_TASK INSTRUCTIONS_. What lines of the data below include the word "Format"? Report them by copying each.

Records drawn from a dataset
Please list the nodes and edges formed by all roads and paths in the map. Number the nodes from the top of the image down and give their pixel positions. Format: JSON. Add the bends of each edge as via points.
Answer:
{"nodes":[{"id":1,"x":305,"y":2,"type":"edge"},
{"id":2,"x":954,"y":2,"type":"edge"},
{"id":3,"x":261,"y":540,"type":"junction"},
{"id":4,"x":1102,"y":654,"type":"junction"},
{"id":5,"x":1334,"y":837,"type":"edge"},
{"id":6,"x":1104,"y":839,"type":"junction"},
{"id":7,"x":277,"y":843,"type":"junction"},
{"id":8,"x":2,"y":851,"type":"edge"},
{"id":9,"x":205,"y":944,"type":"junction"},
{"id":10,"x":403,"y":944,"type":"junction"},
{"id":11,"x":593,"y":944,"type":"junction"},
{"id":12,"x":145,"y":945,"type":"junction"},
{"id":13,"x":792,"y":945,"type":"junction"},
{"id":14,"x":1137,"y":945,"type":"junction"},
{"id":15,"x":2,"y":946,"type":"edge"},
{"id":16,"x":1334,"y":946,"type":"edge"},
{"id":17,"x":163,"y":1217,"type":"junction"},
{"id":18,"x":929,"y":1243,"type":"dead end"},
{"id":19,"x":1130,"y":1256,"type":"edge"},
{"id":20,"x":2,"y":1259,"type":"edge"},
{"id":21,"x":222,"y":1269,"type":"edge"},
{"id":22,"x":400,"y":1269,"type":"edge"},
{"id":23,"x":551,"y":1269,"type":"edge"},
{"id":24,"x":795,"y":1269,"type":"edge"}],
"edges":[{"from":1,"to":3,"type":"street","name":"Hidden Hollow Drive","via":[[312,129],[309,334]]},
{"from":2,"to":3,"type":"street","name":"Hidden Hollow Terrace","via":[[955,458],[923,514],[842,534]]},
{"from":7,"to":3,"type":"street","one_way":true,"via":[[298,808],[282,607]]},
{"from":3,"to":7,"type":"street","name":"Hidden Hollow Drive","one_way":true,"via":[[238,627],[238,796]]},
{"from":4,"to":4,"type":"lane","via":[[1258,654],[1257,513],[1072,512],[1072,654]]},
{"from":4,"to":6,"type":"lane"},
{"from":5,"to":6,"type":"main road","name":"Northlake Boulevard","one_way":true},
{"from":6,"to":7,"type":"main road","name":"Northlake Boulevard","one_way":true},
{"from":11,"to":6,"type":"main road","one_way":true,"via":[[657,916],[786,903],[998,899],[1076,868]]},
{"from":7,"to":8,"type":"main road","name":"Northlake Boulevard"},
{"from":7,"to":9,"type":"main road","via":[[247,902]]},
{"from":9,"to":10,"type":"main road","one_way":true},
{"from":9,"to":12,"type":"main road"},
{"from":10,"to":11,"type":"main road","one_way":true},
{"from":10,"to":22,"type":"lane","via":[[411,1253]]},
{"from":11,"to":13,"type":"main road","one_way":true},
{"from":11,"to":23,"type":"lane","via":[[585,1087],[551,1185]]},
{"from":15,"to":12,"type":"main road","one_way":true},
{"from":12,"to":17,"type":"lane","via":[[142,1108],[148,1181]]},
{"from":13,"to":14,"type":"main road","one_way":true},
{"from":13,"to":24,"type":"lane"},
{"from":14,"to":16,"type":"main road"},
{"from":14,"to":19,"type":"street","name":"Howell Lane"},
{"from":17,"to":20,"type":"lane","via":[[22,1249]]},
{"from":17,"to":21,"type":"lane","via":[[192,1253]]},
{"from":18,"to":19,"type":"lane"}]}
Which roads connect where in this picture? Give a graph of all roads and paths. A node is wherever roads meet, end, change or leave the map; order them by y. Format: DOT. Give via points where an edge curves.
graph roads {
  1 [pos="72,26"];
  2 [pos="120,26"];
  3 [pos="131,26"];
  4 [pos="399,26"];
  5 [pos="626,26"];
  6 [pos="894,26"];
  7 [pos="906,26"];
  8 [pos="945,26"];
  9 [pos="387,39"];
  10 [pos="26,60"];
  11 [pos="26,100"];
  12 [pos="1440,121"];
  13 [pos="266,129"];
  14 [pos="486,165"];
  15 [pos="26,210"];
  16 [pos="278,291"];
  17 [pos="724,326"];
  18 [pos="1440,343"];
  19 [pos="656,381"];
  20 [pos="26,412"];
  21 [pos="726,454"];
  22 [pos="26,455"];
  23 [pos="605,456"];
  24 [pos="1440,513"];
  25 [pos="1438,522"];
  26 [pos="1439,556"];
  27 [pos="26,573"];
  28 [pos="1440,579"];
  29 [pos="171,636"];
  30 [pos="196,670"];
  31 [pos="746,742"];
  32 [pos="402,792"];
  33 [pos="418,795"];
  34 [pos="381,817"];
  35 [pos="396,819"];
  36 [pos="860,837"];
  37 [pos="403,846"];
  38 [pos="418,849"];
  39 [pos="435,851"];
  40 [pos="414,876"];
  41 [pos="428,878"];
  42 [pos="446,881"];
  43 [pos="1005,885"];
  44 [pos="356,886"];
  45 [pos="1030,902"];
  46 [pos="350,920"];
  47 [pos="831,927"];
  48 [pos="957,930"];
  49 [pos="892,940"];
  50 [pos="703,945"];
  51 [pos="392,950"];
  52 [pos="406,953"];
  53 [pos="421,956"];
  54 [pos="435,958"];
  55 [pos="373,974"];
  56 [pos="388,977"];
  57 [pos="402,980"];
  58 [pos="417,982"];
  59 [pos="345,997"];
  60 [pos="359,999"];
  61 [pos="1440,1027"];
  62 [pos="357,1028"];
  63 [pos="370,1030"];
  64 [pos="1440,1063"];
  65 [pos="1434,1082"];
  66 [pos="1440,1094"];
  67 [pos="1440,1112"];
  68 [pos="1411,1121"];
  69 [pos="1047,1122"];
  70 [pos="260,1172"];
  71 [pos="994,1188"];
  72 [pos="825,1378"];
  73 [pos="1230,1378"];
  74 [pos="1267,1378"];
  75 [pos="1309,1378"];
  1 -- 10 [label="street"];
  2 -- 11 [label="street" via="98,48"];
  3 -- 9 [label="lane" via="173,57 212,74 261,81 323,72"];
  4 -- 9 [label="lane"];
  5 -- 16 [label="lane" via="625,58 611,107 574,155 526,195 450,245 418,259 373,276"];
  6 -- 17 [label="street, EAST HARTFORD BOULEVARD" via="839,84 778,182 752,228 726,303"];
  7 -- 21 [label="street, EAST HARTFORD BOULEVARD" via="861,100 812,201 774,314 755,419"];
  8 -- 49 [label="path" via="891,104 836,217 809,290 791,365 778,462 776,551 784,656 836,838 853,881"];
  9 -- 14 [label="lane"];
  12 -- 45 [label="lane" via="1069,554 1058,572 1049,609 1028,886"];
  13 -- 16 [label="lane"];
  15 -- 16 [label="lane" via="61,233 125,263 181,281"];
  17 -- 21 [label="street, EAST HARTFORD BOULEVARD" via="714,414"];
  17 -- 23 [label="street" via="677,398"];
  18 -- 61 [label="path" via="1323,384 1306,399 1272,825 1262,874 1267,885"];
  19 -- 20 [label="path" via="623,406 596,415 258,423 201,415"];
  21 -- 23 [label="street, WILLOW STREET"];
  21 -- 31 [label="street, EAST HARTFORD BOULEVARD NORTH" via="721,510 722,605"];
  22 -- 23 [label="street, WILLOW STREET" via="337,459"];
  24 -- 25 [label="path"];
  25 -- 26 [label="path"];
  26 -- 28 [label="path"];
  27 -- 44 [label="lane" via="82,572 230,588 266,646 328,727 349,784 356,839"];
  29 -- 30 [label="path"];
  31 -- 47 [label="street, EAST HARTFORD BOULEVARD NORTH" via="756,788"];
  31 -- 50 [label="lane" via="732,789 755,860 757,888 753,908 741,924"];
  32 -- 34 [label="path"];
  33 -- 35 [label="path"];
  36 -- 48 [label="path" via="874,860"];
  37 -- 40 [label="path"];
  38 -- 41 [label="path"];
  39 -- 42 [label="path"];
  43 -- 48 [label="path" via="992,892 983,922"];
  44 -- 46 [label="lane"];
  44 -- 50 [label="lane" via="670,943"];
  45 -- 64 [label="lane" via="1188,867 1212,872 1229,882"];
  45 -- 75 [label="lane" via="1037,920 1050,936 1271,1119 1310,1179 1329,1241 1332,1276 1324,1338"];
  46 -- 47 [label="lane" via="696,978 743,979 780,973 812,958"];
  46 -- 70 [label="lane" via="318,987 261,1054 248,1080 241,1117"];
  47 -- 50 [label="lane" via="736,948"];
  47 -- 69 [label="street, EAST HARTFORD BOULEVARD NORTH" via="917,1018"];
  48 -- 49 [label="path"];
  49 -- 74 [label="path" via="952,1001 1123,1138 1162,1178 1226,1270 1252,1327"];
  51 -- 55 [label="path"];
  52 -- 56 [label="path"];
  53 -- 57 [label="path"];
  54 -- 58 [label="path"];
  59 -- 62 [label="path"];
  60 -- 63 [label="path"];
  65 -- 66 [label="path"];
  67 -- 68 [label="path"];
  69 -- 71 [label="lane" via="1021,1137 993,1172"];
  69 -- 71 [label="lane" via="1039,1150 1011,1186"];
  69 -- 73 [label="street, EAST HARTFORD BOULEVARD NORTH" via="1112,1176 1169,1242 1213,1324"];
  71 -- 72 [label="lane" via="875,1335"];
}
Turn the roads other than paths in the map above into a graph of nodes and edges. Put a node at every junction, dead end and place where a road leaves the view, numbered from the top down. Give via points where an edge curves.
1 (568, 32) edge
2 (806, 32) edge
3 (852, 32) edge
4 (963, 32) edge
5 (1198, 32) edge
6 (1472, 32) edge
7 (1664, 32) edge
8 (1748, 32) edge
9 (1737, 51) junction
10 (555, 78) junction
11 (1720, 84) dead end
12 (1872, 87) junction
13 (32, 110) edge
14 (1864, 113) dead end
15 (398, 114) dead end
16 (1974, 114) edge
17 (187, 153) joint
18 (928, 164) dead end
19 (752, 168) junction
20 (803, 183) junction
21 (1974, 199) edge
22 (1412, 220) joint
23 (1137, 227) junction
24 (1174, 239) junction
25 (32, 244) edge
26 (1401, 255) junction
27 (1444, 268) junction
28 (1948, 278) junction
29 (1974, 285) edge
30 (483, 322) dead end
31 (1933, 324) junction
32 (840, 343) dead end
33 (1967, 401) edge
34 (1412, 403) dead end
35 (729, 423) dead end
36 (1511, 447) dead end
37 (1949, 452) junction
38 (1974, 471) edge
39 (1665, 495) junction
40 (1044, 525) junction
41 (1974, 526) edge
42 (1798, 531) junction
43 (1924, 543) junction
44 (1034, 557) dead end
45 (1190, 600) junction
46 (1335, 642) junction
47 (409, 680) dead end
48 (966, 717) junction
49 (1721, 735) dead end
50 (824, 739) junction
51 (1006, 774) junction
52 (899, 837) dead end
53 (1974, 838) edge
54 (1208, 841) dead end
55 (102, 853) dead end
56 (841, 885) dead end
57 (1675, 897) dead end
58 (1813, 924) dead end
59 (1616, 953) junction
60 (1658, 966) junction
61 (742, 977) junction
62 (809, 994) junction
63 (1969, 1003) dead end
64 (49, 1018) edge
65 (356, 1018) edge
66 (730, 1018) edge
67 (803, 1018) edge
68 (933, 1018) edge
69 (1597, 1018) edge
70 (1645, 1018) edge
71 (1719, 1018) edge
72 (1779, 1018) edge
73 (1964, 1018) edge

_TASK OUTPUT_.
Please list the nodes and edges formed by all roads and paths in the map. Number the nodes from the top of the image down and give their pixel positions. Format: JSON. Add the bends of each edge as via points.
Which roads connect where in this picture? Give a graph of all roads and paths. A node is wherever roads meet, end, change or leave the map; order them by y. Format: DOT. Give via points where an edge curves.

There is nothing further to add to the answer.